Nelle acque pulite del fiume gli appassionati della pesca possono catturare delle trote, che trovano nella conformazione del Varrone il loro habitat ideale; si possono cimentare inoltre in gare di pesca, organizzate dalle locali associazioni, che provvedono al periodico ripopolamento del fiume.
Per chi desidera ammirare l’ambiente naturale del fiume e godere di momenti di tranquillità in piena solitudine, c’è un piccolo sentiero detto “delle Prese” che parte da Via Valvarrone e risale sul fianco destro il corso del fiume per circa mezzo chilometro sino ad un ponticello in legno che attraversa il fiume per salire verso la località Pianezzo.

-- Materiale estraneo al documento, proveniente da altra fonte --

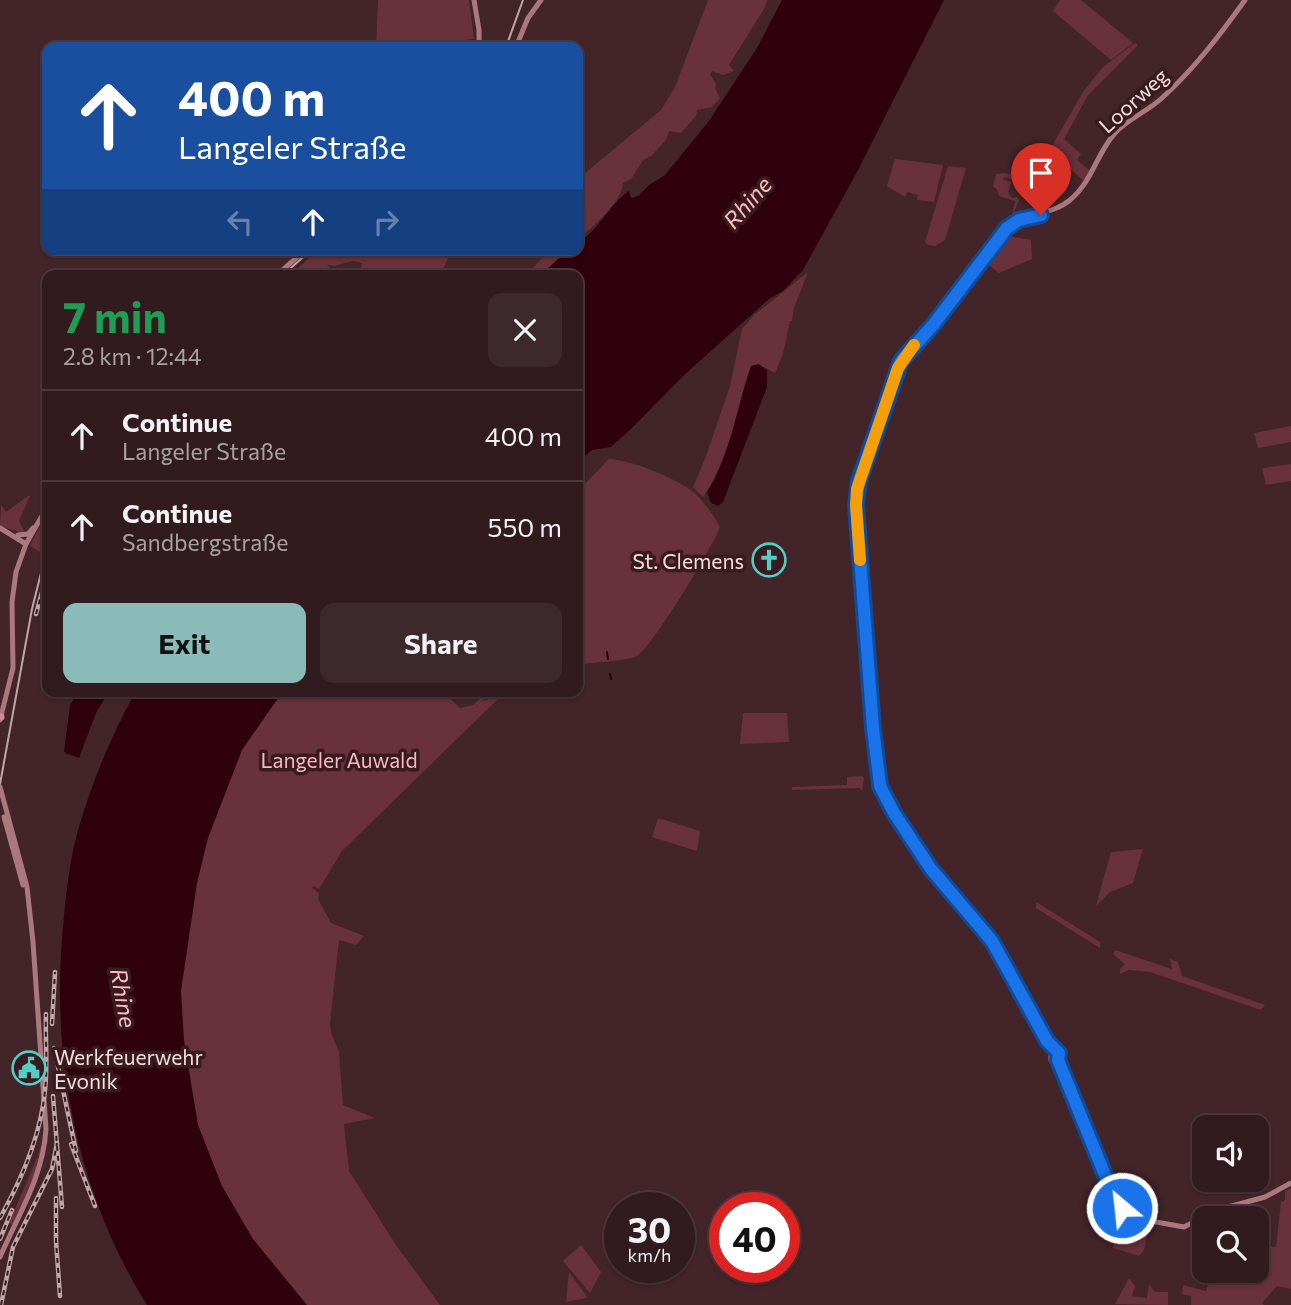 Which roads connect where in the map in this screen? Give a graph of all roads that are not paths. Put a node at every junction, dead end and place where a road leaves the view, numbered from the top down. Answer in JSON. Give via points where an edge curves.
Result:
{"nodes":[{"id":1,"x":474,"y":0,"type":"edge"},
{"id":2,"x":541,"y":0,"type":"edge"},
{"id":3,"x":1245,"y":0,"type":"edge"},
{"id":4,"x":478,"y":42,"type":"edge"},
{"id":5,"x":518,"y":42,"type":"edge"},
{"id":6,"x":298,"y":256,"type":"edge"},
{"id":7,"x":283,"y":270,"type":"edge"},
{"id":8,"x":42,"y":516,"type":"edge"},
{"id":9,"x":40,"y":520,"type":"junction"},
{"id":10,"x":2,"y":530,"type":"edge"},
{"id":11,"x":18,"y":536,"type":"junction"},
{"id":12,"x":27,"y":542,"type":"junction"},
{"id":13,"x":2,"y":708,"type":"edge"},
{"id":14,"x":0,"y":718,"type":"edge"},
{"id":15,"x":0,"y":787,"type":"edge"},
{"id":16,"x":0,"y":800,"type":"edge"},
{"id":17,"x":26,"y":891,"type":"junction"},
{"id":18,"x":1291,"y":1183,"type":"edge"},
{"id":19,"x":0,"y":1257,"type":"edge"}],
"edges":[{"from":1,"to":4,"type":"street"},
{"from":2,"to":5,"type":"street"},
{"from":3,"to":18,"type":"street","name":"Loorweg","via":[[1184,76],[1112,136],[1073,198],[1050,212],[1014,223],[1002,234],[911,348],[900,363],[857,489],[856,505],[878,781],[939,880],[992,941],[1053,1052],[1059,1055],[1107,1180],[1123,1205],[1131,1203],[1132,1211],[1148,1220],[1184,1227]]},
{"from":6,"to":7,"type":"street"},
{"from":8,"to":9,"type":"street"},
{"from":9,"to":11,"type":"street","via":[[29,533]]},
{"from":9,"to":12,"type":"street"},
{"from":10,"to":11,"type":"street"},
{"from":10,"to":12,"type":"street"},
{"from":11,"to":12,"type":"street"},
{"from":12,"to":13,"type":"street","via":[[13,584],[13,668]]},
{"from":13,"to":14,"type":"street"},
{"from":15,"to":17,"type":"street"},
{"from":16,"to":17,"type":"street"},
{"from":17,"to":19,"type":"street","via":[[45,1139],[33,1188]]}]} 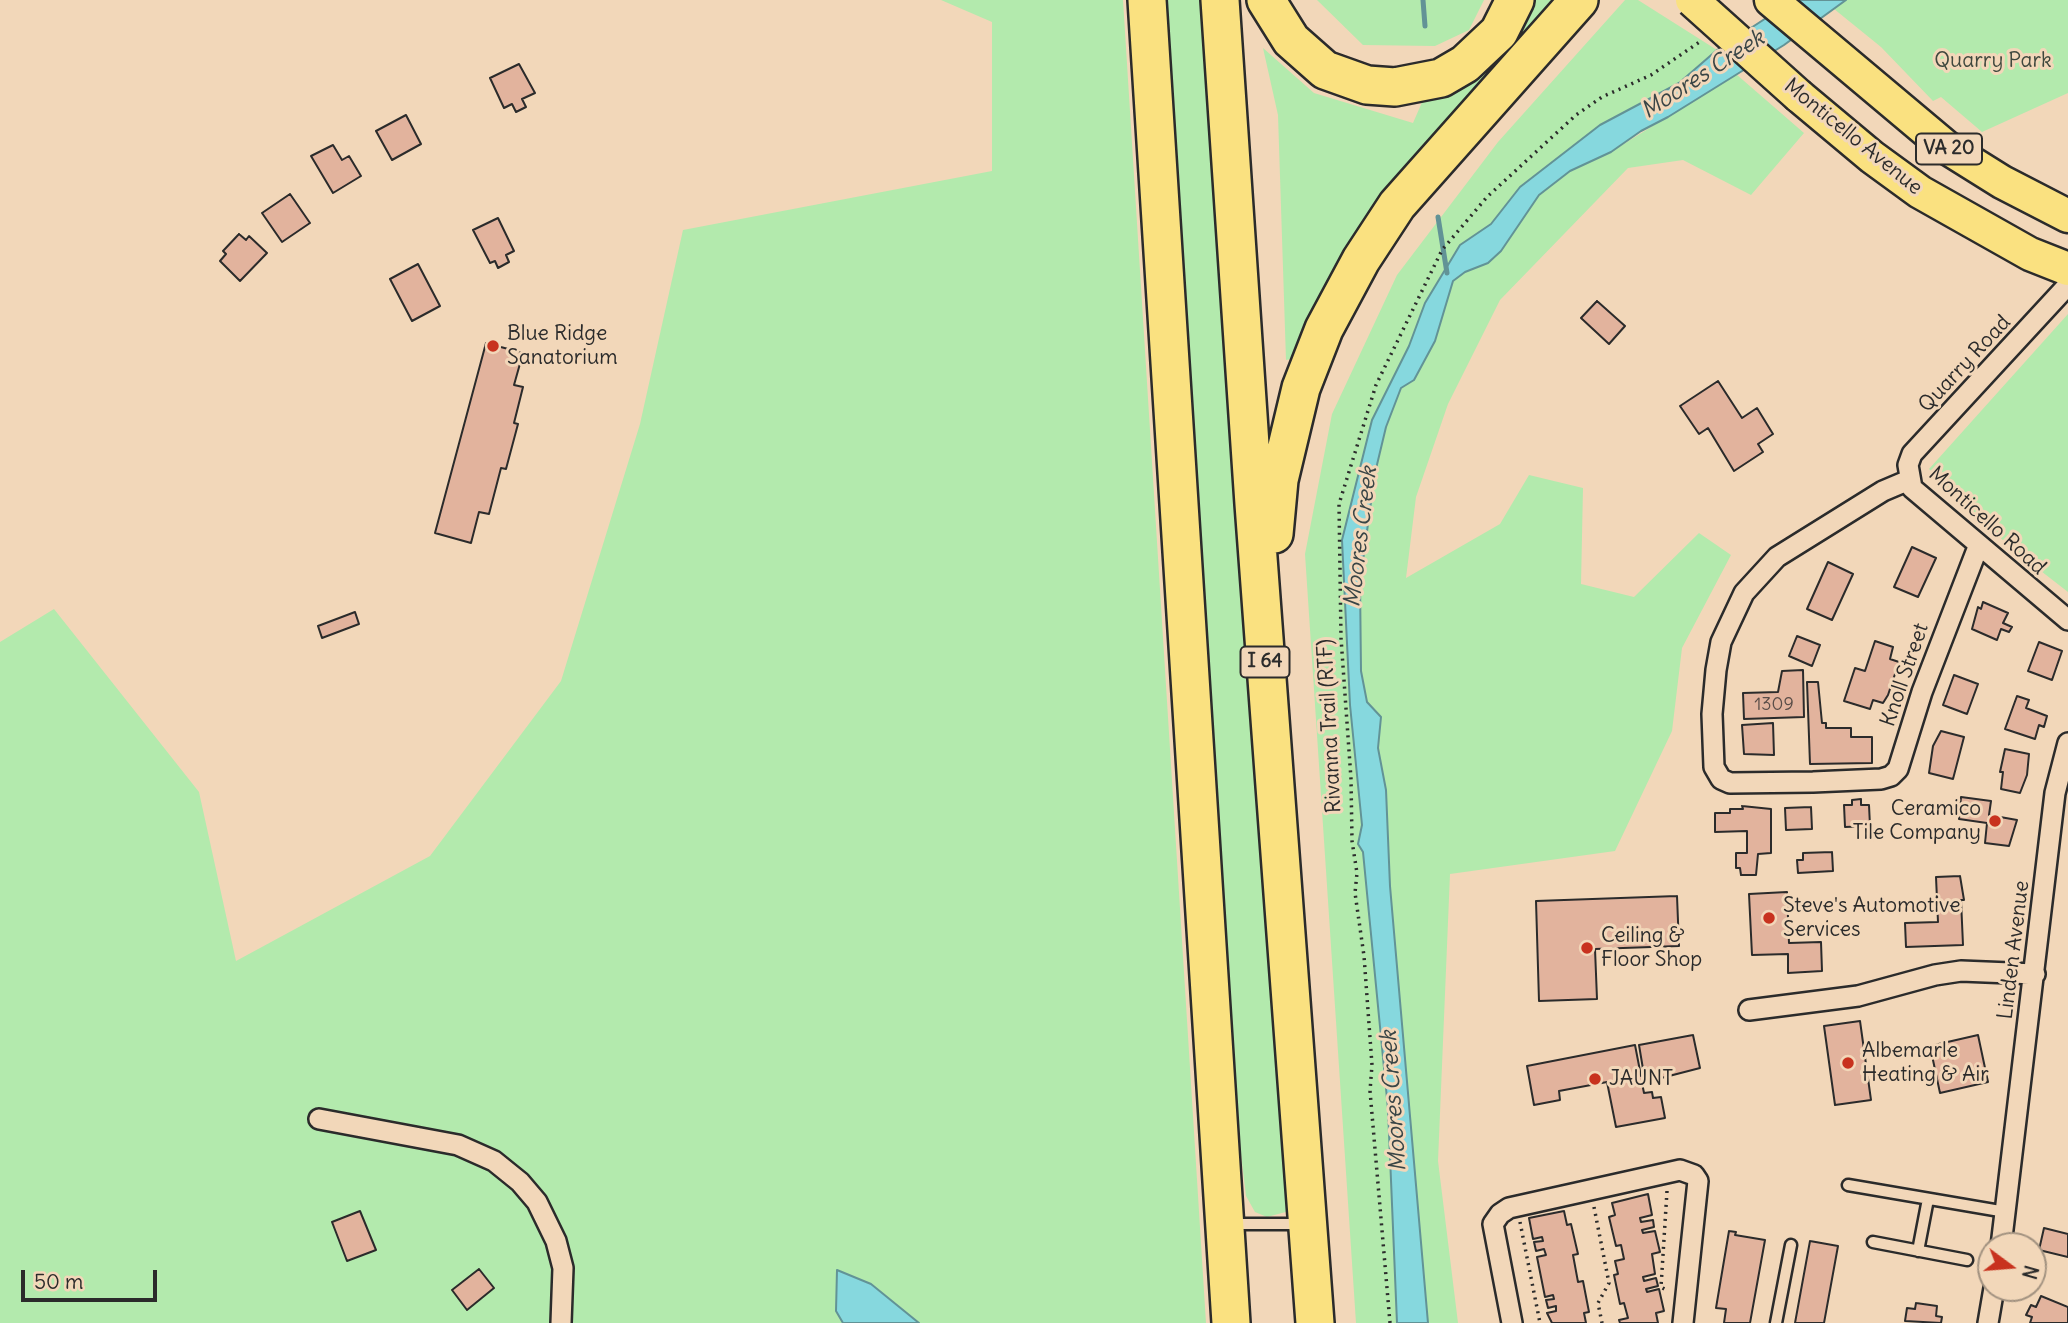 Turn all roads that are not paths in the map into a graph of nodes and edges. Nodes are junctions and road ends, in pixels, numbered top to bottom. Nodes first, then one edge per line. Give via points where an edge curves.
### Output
1 (1147, 0) edge
2 (1220, 0) edge
3 (1266, 0) edge
4 (1515, 0) edge
5 (1578, 0) edge
6 (1692, 0) edge
7 (1771, 0) edge
8 (2068, 216) edge
9 (2068, 269) edge
10 (2068, 285) edge
11 (1909, 480) junction
12 (1978, 547) junction
13 (2068, 620) edge
14 (2068, 743) edge
15 (1278, 843) junction
16 (2035, 974) junction
17 (1749, 1010) dead end
18 (319, 1119) dead end
19 (1848, 1185) dead end
20 (1928, 1199) junction
21 (2006, 1212) junction
22 (1225, 1224) junction
23 (1308, 1224) junction
24 (2003, 1232) edge
25 (1873, 1242) dead end
26 (1791, 1245) dead end
27 (1918, 1251) junction
28 (1967, 1260) dead end
29 (1992, 1302) edge
30 (561, 1323) edge
31 (1231, 1323) edge
32 (1315, 1323) edge
33 (1512, 1323) edge
34 (1683, 1323) edge
35 (1776, 1323) edge
36 (1988, 1323) edge

1 - 22 highway
2 - 15 highway, I 64
3 - 4 highway via 1291,40 1325,70 1345,80 1395,87 1441,78 1465,65 1499,32
5 - 15 highway via 1397,205 1342,294 1301,388 1285,445 1275,514
6 - 9 main road, Monticello Avenue / VA 20, bridge via 1799,96 1920,192 2018,248
7 - 8 main road, VA 20 via 1946,147
10 - 11 street, Quarry Road via 1912,454
11 - 12 street, Monticello Road via 1912,488
11 - 12 street, Knoll Street via 1883,491 1777,557 1744,593 1726,629 1716,670 1712,714 1716,772 1730,783 1881,779 1898,769 1922,692
12 - 13 street, Monticello Road
14 - 16 street, Linden Avenue via 2055,793
15 - 23 highway, I 64
16 - 17 street via 1961,971 1858,996
16 - 21 street, Linden Avenue
18 - 30 street via 458,1145 494,1161 520,1182 537,1202 556,1241 563,1268
19 - 20 lane
20 - 21 lane
20 - 27 lane
21 - 24 street, Linden Avenue
22 - 23 lane
22 - 31 highway
23 - 32 highway, I 64
25 - 27 lane
26 - 35 lane
27 - 28 lane
29 - 36 street
33 - 34 street via 1493,1224 1500,1214 1509,1208 1680,1170 1698,1181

Per gli amanti dell’avventura proponiamo invece, nel periodo estivo, un tuffo nelle trasparenti e fresche acque dei pozzi che si trovano lungo il fiume, oppure la risalita del letto del fiume lungo la Valvarrone con un percorso impervio e selvaggio per esperti, fatto di grandi massi, scavati dalle acque, in mezzo ad una natura incontaminata che molto difficilmente ha contatti con l’uomo.

La tavola locale ha una importante caratteristica: è semplice ed ispirata ai profumi e sapori del lago e della montagna.
Nei numerosi ristoranti si può gustare il pesce del lago alla griglia o in carpione (lavarello, agone, alborelle, persico, luccio ecc.) ma il piatto tipico del lago è senza dubbio il “Missultin” l’agone essiccato cotto alla piastra e servito con crostoni di polenta.
Fra le carni spicca la selvaggina locale come capriolo, lepre, fagiano cotta arrosto, in salmì o accompagnata con gli squisiti funghi porcini e condite con l’olio d’oliva del Lario. In alternativa si può gustare un bel piatto di polenta taragna fatta con i formaggi grassi e il burro degli alpeggi.
Fra i primi piatti citiamo il risotto con il pesce persico, con i porcini o il tartufo nero delle nostre montagne; le paste condite con il pesce di lago affumicato o il ragù di capriolo, i tortelloni con castagne ripieni con selvaggina, ma non dimentichiamo le zuppe contadine e la trippa.
Fra i formaggi della zona troviamo quelli degli alpeggi come il casera, i caprini o la mascarpa, senza dimenticare il taleggio della Valsassina o il bitto della Valtellina.
Fra i dolci notevoli le crostate ai frutti di bosco, la miascia, i gelati artigianali o le castagne sciroppate.
Infine per i vini si possono degustare i vini della confinante Valtellina fra i quali citiamo i rossi Sassella, Inferno, Grumello o il bianco Chiavennasca.

Vi si tiene il Festival Internazionale Cinema d'Animazione e Fumetto.